Action item:
No picture belongs in the copy. Repeat each line below exactly.

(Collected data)
╔══
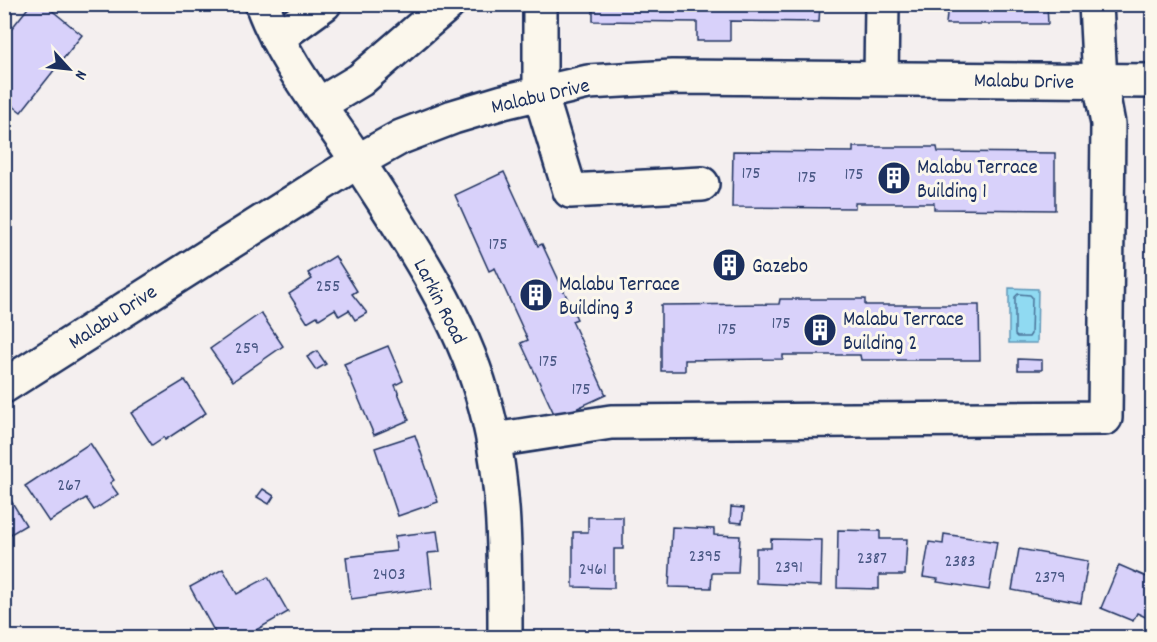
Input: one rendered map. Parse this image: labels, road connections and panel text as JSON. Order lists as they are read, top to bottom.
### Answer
{
  "streets": {
    "street": ["Malabu Drive", "Larkin Road"]
  },
  "crossings": [
    ["Malabu Drive", "Larkin Road"]
  ],
  "places": {
    "building": [
      "Malabu Terrace Building 1",
      "Gazebo",
      "Malabu Terrace Building 3",
      "Malabu Terrace Building 2"
    ]
  },
  "house_numbers": [
    "175",
    "175",
    "175",
    "175",
    "255",
    "175",
    "175",
    "259",
    "175",
    "175",
    "267",
    "2395",
    "2387",
    "2383",
    "2391",
    "2461",
    "2403",
    "2379"
  ],
  "north": "bottom right"
}
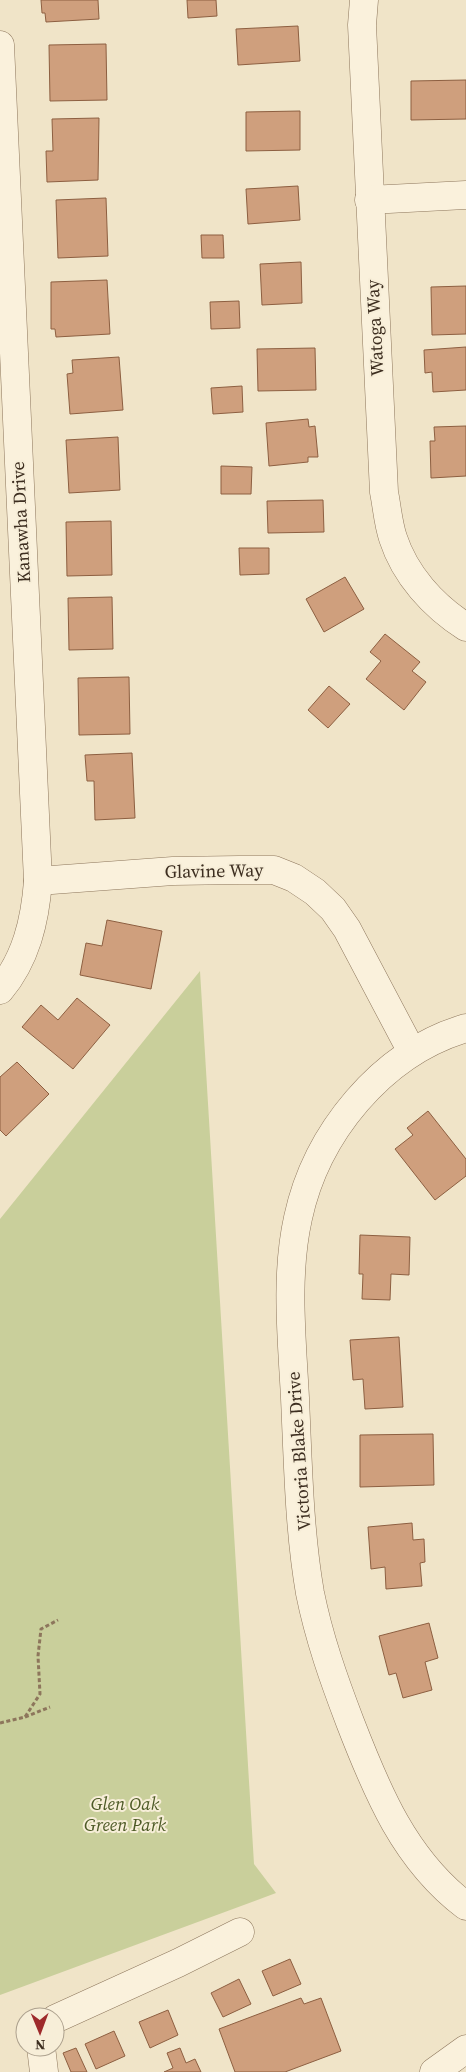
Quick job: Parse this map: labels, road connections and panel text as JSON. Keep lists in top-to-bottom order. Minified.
{"streets":{"street":["Watoga Way","Kanawha Drive","Glavine Way","Victoria Blake Drive"]},"crossings":[["Kanawha Drive","Glavine Way"],["Glavine Way","Victoria Blake Drive"]],"parks":["Glen Oak Green Park"],"north":"bottom"}
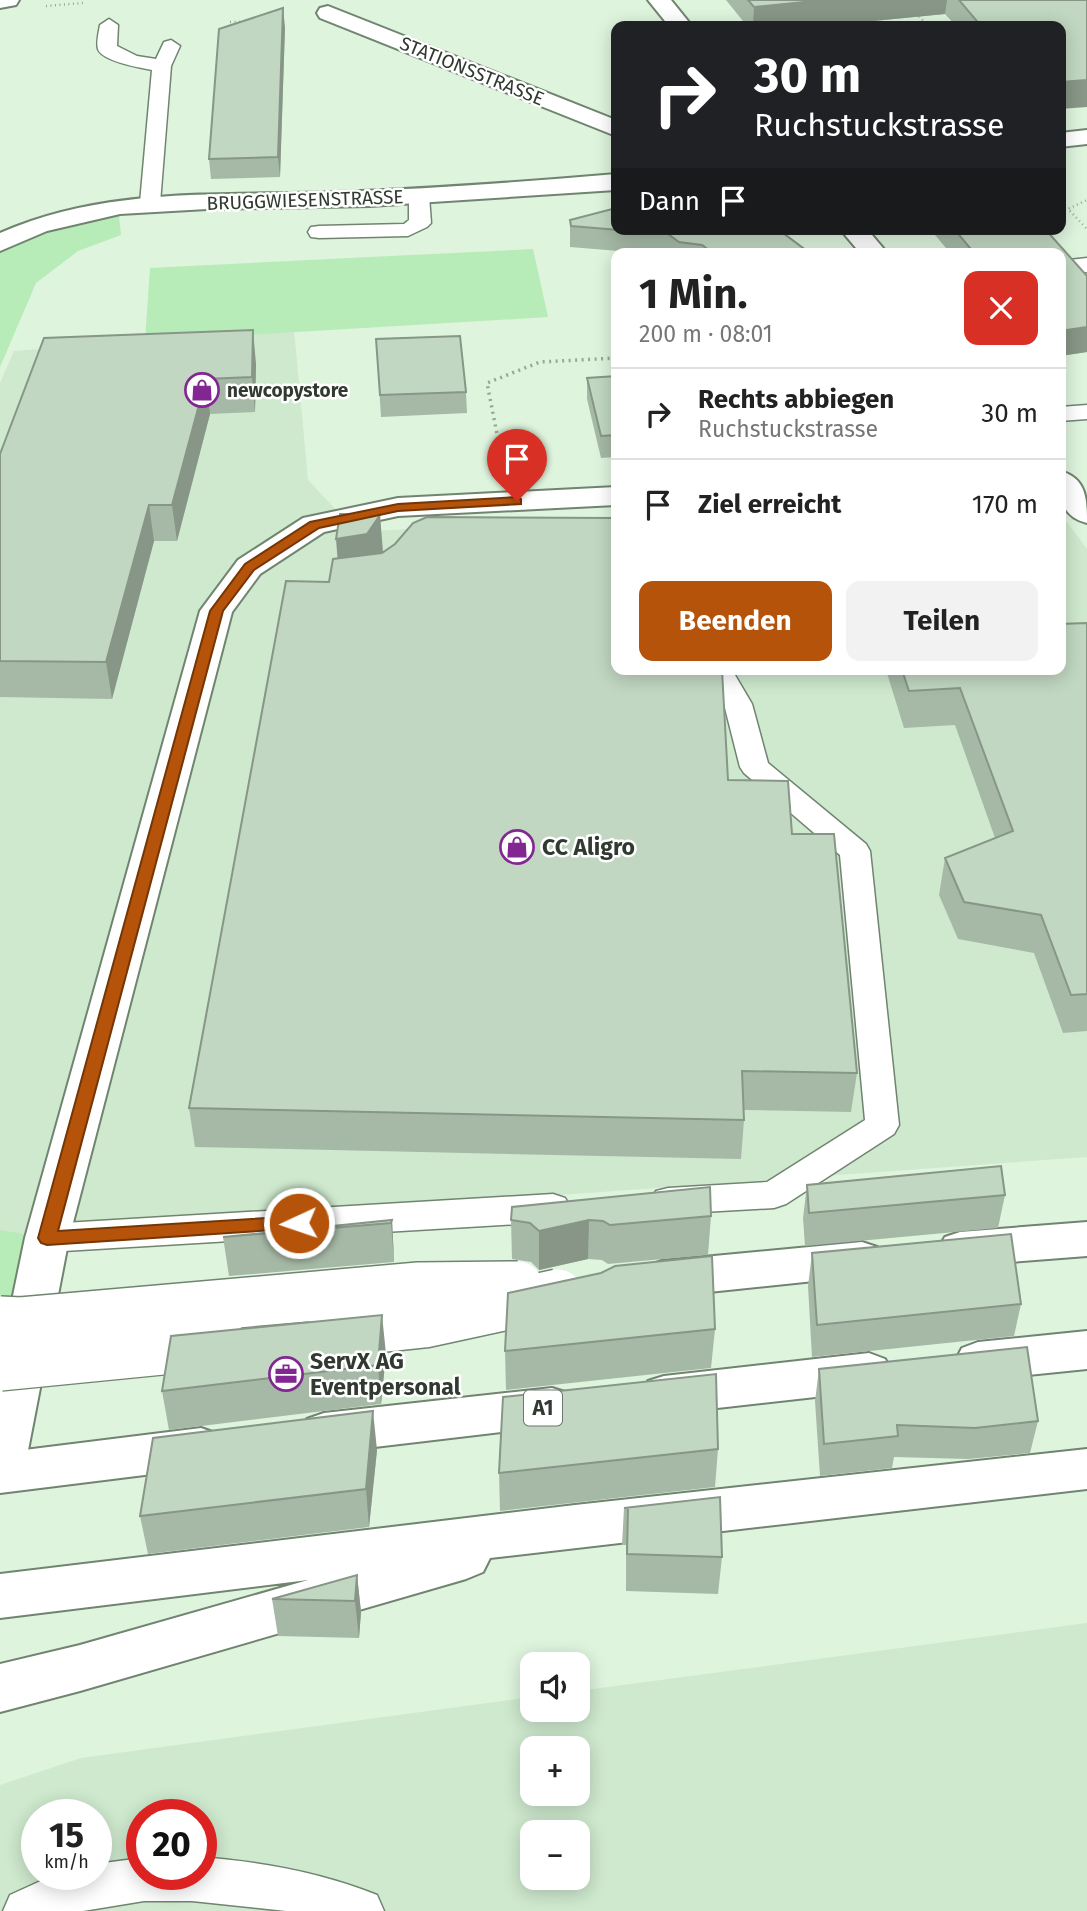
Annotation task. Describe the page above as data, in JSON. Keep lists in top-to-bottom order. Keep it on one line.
{"streets":{"main road":["STATIONSSTRASSE","BRUGGWIESENSTRASSE","A1"]},"places":{"shop":["newcopystore","CC Aligro"],"office":["ServX AG Eventpersonal"]},"page":{"turn":["30 m","Ruchstuckstrasse"],"then":"Dann","heading":["1 Min.","200 m · 08:01"],"list":[{"name":"Rechts abbiegen","note":"Ruchstuckstrasse","value":"30 m"},{"name":"Ziel erreicht","value":"170 m"}],"buttons":["Beenden","Teilen"],"map_buttons":["+","−"],"speed":"15 km/h","limit":"20"}}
╚══
Answer to this problem:
Input: one rendered map. Parse this image: labels, road connections and panel text as JSON. Order lists as they are read, top to bottom.
### Answer
{
  "streets": {
    "street": ["Malabu Drive", "Larkin Road"]
  },
  "crossings": [
    ["Malabu Drive", "Larkin Road"]
  ],
  "places": {
    "building": [
      "Malabu Terrace Building 1",
      "Gazebo",
      "Malabu Terrace Building 3",
      "Malabu Terrace Building 2"
    ]
  },
  "house_numbers": [
    "175",
    "175",
    "175",
    "175",
    "255",
    "175",
    "175",
    "259",
    "175",
    "175",
    "267",
    "2395",
    "2387",
    "2383",
    "2391",
    "2461",
    "2403",
    "2379"
  ],
  "north": "bottom right"
}
Quick job: Parse this map: labels, road connections and panel text as JSON. Keep lists in top-to-bottom order. Minified.
{"streets":{"street":["Watoga Way","Kanawha Drive","Glavine Way","Victoria Blake Drive"]},"crossings":[["Kanawha Drive","Glavine Way"],["Glavine Way","Victoria Blake Drive"]],"parks":["Glen Oak Green Park"],"north":"bottom"}
Annotation task. Describe the page above as data, in JSON. Keep lists in top-to-bottom order. Keep it on one line.
{"streets":{"main road":["STATIONSSTRASSE","BRUGGWIESENSTRASSE","A1"]},"places":{"shop":["newcopystore","CC Aligro"],"office":["ServX AG Eventpersonal"]},"page":{"turn":["30 m","Ruchstuckstrasse"],"then":"Dann","heading":["1 Min.","200 m · 08:01"],"list":[{"name":"Rechts abbiegen","note":"Ruchstuckstrasse","value":"30 m"},{"name":"Ziel erreicht","value":"170 m"}],"buttons":["Beenden","Teilen"],"map_buttons":["+","−"],"speed":"15 km/h","limit":"20"}}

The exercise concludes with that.